As for other fish, i have a checkerboard cichlid with my bolivian rams and he does just fine.


----------



## dwool36 (Jan 31, 2006)

Plant heavy. I have a two otos with my pair of rams.


----------



## case sensitive (Apr 7, 2006)

3-5 neon or similar tetras, heavily planted, and your rams. Take your time introducing your rams to their new home.


----------



## dwool36 (Jan 31, 2006)

Cardinal tetras are perfect. However, if you breed you will need to remove them because they are too fast and will eat the fry.


----------



## case sensitive (Apr 7, 2006)

Or remove the fry. Either way.


----------



## ultasol (Mar 12, 2006)

Or just have your rams with ottos. My rams (two females, darn it all) are not shy in the least.
...and definitely plants!


----------



## Guest (Apr 28, 2006)

Plant it heavily. I would just add a couple ottos for keeping the algae down and nothing else.

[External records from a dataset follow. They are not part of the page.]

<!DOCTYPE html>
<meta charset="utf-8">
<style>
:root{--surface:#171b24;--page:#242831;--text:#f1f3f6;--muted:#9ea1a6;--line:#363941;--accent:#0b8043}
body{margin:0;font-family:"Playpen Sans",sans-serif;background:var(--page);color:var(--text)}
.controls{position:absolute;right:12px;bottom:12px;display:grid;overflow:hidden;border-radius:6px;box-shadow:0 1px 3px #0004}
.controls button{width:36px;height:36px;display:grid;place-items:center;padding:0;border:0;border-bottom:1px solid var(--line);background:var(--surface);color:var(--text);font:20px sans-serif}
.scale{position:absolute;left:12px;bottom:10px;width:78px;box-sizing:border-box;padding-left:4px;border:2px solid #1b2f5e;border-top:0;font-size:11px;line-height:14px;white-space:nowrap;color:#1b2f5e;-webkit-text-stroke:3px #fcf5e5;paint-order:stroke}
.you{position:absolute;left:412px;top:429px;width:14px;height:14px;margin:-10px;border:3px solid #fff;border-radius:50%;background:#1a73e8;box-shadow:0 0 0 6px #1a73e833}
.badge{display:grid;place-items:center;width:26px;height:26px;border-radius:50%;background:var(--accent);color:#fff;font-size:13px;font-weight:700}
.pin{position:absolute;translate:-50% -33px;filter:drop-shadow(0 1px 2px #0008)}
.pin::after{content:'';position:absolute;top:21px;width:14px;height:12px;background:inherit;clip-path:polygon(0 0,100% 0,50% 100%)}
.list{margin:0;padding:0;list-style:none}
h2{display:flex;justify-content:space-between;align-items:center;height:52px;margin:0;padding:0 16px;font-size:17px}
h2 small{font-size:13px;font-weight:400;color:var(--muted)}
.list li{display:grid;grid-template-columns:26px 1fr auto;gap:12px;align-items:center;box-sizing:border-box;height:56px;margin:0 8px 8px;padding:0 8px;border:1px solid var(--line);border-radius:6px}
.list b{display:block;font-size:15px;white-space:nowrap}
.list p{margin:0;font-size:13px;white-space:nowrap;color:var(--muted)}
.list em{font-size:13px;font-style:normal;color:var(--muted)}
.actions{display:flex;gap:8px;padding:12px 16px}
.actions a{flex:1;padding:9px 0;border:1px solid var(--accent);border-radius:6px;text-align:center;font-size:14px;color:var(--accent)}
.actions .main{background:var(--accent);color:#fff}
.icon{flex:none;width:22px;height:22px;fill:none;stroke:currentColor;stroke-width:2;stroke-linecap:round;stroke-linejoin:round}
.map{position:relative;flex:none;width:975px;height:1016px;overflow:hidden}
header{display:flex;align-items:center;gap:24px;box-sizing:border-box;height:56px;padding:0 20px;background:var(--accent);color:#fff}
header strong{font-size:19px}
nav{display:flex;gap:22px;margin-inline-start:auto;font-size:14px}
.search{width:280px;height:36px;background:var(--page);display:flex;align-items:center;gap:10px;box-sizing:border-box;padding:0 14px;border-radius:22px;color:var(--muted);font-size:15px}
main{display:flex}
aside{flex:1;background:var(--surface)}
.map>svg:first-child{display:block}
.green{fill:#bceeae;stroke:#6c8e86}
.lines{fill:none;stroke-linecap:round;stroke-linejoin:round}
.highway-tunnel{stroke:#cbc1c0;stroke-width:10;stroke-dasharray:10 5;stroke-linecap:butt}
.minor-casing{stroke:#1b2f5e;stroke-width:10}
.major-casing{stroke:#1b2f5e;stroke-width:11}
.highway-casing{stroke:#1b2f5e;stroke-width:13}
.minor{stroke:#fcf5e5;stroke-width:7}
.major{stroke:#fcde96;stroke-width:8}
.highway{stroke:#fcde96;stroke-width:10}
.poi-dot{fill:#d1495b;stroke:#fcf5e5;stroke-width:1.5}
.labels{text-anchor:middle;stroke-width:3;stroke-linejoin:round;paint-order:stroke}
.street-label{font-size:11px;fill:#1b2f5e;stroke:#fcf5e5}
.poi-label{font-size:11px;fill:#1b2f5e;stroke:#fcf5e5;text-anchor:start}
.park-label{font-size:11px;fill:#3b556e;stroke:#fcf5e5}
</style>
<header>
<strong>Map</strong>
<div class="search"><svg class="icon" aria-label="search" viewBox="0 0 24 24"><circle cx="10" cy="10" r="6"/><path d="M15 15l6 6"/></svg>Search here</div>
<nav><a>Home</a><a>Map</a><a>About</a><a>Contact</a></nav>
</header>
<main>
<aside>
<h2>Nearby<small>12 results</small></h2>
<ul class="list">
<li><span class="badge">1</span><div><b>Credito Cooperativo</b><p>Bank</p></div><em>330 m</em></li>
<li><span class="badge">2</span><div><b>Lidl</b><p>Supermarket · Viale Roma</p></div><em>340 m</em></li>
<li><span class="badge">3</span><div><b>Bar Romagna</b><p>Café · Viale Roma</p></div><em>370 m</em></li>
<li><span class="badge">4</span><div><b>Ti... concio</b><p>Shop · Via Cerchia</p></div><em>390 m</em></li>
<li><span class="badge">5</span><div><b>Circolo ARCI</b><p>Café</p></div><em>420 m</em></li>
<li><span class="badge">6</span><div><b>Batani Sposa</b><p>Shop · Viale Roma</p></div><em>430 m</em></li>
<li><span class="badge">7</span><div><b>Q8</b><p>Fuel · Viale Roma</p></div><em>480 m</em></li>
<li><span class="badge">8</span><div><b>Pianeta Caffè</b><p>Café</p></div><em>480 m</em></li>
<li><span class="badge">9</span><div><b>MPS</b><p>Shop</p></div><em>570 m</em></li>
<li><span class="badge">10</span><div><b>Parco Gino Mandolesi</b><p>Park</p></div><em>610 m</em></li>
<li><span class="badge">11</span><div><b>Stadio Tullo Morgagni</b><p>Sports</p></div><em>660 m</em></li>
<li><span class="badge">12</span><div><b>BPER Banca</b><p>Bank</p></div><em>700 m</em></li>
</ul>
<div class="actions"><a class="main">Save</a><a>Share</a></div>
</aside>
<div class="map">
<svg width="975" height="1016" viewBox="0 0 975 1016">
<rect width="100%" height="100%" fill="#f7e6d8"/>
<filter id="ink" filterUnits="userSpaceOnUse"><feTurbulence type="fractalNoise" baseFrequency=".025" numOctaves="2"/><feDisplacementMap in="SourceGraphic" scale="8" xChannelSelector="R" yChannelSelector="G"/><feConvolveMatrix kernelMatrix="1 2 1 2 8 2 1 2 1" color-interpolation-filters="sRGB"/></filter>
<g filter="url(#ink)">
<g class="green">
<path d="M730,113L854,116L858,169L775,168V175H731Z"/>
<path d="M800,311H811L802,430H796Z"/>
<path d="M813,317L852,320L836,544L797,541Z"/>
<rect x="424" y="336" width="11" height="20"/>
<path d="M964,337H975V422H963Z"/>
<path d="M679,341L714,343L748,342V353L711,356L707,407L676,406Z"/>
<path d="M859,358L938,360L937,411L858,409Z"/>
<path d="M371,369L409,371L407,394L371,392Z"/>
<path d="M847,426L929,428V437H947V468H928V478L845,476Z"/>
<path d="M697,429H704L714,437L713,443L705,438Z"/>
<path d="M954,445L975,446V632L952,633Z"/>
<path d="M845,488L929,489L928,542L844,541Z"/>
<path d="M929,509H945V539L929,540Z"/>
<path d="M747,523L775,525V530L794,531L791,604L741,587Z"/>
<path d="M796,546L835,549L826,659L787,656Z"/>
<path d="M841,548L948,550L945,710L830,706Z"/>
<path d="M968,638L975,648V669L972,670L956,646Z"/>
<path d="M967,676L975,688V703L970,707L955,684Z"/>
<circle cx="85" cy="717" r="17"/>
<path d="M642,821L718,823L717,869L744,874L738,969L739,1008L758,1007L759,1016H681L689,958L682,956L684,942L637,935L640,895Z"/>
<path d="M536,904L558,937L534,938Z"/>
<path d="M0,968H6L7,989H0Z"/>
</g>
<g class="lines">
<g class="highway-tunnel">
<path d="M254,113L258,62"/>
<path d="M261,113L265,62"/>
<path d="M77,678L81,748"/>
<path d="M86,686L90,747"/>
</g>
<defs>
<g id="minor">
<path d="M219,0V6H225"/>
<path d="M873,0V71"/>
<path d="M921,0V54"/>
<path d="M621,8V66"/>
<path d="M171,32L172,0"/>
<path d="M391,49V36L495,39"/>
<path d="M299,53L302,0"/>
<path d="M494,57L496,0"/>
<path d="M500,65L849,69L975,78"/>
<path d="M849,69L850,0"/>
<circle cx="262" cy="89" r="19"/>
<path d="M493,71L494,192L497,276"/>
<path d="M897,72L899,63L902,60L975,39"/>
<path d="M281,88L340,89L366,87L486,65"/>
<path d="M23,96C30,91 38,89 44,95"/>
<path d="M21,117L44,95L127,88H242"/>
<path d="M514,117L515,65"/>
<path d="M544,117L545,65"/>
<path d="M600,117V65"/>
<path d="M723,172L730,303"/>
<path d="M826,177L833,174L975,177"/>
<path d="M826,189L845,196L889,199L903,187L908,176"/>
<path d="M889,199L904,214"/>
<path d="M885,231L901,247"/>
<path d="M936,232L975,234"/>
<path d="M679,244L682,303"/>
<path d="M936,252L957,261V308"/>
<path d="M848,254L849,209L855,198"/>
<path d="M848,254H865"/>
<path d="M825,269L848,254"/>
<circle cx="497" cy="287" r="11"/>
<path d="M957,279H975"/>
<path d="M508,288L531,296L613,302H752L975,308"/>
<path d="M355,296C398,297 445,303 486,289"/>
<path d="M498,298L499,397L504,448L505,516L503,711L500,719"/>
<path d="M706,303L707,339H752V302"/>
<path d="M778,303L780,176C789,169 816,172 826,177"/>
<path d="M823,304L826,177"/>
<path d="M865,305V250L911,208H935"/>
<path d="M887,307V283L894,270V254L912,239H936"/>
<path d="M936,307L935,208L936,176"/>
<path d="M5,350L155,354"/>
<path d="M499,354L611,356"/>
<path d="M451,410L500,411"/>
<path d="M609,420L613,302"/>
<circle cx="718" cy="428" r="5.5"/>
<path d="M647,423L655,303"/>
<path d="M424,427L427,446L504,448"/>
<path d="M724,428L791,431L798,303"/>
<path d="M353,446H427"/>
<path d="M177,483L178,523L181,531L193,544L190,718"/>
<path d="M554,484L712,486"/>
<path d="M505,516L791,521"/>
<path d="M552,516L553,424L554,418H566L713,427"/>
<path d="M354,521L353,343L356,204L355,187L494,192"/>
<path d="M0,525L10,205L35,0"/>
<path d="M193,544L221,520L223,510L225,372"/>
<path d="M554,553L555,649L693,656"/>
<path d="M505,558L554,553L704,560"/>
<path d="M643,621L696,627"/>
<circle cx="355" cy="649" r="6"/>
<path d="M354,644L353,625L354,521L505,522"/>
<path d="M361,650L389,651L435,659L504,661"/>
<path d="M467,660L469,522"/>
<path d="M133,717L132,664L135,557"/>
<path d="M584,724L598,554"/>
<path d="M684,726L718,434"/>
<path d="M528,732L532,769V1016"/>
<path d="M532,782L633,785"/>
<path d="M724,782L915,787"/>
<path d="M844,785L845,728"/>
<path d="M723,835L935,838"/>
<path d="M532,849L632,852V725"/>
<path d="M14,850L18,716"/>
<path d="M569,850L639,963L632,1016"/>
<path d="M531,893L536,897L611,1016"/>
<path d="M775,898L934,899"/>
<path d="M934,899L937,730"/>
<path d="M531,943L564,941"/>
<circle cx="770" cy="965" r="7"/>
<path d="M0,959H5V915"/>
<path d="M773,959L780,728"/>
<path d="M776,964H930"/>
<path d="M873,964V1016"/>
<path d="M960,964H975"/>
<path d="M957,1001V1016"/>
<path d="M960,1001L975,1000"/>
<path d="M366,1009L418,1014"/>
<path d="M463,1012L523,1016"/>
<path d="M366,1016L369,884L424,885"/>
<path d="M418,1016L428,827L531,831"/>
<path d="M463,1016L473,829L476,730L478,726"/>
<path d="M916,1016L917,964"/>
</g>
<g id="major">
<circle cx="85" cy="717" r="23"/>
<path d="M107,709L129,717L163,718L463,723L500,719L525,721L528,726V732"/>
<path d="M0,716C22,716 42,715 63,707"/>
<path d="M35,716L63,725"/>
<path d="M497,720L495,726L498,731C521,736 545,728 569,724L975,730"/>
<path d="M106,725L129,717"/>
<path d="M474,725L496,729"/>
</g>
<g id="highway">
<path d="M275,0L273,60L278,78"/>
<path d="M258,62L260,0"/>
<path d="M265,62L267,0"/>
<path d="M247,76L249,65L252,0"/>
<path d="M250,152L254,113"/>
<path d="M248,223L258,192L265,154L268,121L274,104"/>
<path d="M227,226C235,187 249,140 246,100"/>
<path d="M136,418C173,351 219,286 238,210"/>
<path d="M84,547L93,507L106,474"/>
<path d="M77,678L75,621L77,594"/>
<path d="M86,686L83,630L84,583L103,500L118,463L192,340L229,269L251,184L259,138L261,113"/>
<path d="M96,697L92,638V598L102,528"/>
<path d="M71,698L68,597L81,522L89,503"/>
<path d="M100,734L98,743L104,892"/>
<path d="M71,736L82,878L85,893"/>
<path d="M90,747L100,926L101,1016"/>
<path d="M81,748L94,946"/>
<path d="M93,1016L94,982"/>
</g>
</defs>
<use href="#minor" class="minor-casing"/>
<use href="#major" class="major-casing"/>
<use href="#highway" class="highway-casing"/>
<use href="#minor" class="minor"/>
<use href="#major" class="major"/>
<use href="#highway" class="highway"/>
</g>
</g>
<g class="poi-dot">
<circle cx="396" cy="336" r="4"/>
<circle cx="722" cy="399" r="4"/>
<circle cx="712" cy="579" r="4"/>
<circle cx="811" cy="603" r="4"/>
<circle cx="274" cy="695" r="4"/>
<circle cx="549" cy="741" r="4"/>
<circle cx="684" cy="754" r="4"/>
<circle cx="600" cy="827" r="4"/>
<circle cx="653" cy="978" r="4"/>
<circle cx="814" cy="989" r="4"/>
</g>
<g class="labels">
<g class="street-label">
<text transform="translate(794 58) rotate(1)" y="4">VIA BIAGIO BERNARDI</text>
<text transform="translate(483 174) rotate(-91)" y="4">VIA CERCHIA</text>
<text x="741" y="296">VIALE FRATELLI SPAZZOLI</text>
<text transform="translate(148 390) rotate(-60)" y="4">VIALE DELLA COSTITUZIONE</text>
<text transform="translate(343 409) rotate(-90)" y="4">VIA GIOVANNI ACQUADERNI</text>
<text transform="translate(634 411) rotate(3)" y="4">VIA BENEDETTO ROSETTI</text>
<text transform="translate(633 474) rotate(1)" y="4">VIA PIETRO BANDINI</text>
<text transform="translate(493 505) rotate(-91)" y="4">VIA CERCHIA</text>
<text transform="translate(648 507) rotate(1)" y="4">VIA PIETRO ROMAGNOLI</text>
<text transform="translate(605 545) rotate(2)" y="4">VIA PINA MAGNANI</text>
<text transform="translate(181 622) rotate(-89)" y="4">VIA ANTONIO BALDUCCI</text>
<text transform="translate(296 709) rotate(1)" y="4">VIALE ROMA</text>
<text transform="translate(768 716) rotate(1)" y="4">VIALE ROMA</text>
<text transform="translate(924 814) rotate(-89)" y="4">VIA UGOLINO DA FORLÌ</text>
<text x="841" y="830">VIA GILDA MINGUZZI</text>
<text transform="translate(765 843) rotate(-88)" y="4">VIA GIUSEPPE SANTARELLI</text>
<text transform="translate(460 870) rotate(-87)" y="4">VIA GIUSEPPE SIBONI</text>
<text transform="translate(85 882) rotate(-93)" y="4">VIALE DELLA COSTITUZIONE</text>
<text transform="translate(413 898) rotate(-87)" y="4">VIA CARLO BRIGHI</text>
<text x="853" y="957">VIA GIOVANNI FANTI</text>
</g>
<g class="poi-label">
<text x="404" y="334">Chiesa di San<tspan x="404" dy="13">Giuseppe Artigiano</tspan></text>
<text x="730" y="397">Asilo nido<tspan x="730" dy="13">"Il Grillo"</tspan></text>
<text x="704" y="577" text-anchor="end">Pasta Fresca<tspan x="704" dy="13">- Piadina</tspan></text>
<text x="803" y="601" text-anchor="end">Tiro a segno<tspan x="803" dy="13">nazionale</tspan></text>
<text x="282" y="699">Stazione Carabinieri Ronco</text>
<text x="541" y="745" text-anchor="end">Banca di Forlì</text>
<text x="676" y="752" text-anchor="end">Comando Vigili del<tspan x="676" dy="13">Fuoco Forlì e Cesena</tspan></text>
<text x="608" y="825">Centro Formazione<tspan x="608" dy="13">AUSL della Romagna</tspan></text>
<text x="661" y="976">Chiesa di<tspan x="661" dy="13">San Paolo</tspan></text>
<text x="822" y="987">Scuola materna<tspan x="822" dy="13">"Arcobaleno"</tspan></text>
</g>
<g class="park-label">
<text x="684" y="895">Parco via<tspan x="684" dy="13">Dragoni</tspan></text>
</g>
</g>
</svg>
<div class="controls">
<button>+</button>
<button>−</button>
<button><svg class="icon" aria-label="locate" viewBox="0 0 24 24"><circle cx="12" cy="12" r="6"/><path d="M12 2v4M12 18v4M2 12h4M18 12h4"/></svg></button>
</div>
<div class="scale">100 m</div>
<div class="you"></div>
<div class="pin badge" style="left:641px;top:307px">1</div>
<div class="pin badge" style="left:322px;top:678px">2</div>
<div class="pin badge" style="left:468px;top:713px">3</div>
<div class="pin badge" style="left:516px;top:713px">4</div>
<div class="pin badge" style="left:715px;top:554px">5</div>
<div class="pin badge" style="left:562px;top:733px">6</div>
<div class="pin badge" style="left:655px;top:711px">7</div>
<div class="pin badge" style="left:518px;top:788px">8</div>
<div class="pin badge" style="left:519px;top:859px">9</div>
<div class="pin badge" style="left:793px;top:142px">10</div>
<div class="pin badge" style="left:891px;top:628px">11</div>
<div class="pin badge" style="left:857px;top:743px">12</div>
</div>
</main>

> don't think i would ever set up a non-planted tank


I feel the same way. I will be setting up my 4th tank soon and it will be planted like the others. I just can't stand a bare tank.


----------



## bcpatti3 (Apr 13, 2006)

*BLue Rams with Fish*

I have my two Blue Rams with 3, soon to be 6, Hatchet Fish and 2 Mollys. Blue Rams seem to be very content and they dont bother any of the other fish. Sometimes my Mollys will go after the sinking food for the Rams and the Rams dont even try to interfere. The Rams just wait until the Mollys realize it takes work to eat off the ground and leave to grab the food floating on the surface.

I am looking to see what everyone has been feeding thier rams. I am using HBH Super Soft Frozen Food Alternative Spirulina. I'm pretty sure fish like variety. Any suggestions?


----------



## xerxeswasachump (Mar 29, 2006)

I'm always a big fan of frozen bloodworms. They make my fish flip out. The mollies espcially will go absolutely bucknutty for them. 
If you culture it yourself, live food can be quite exciting. I'd give them live brine shrimp every once in a while. Watching your fish actually chase food it tons of fun. Also, i feel like brine shrimp might be less prone to parasites given that they live in such hypersaline water.


----------



## awesome kid (Jun 10, 2005)

> I just can't stand a bare tank


Currently I hate two of my tanks (they're empty at the moment) but soon to be home to a pair of rams. in the other i'm planning on putting in some killies, posibly _Fundulopanchax gardneri Misaje_
this is not my picture and i am not promoting any site, i just googled Fundulopanchax and this came up.


----------



## northfacehiker (May 31, 2006)

bcpatti3 said:


> I am looking to see what everyone has been feeding thier rams. Any suggestions?


I alternate between regular flake, frozen bloodworms, and shrimp pellets. They prefer the bloodworms, but they eat all of the food just the same. They do nibble on the algae tablets I put in from time to time as well.


----------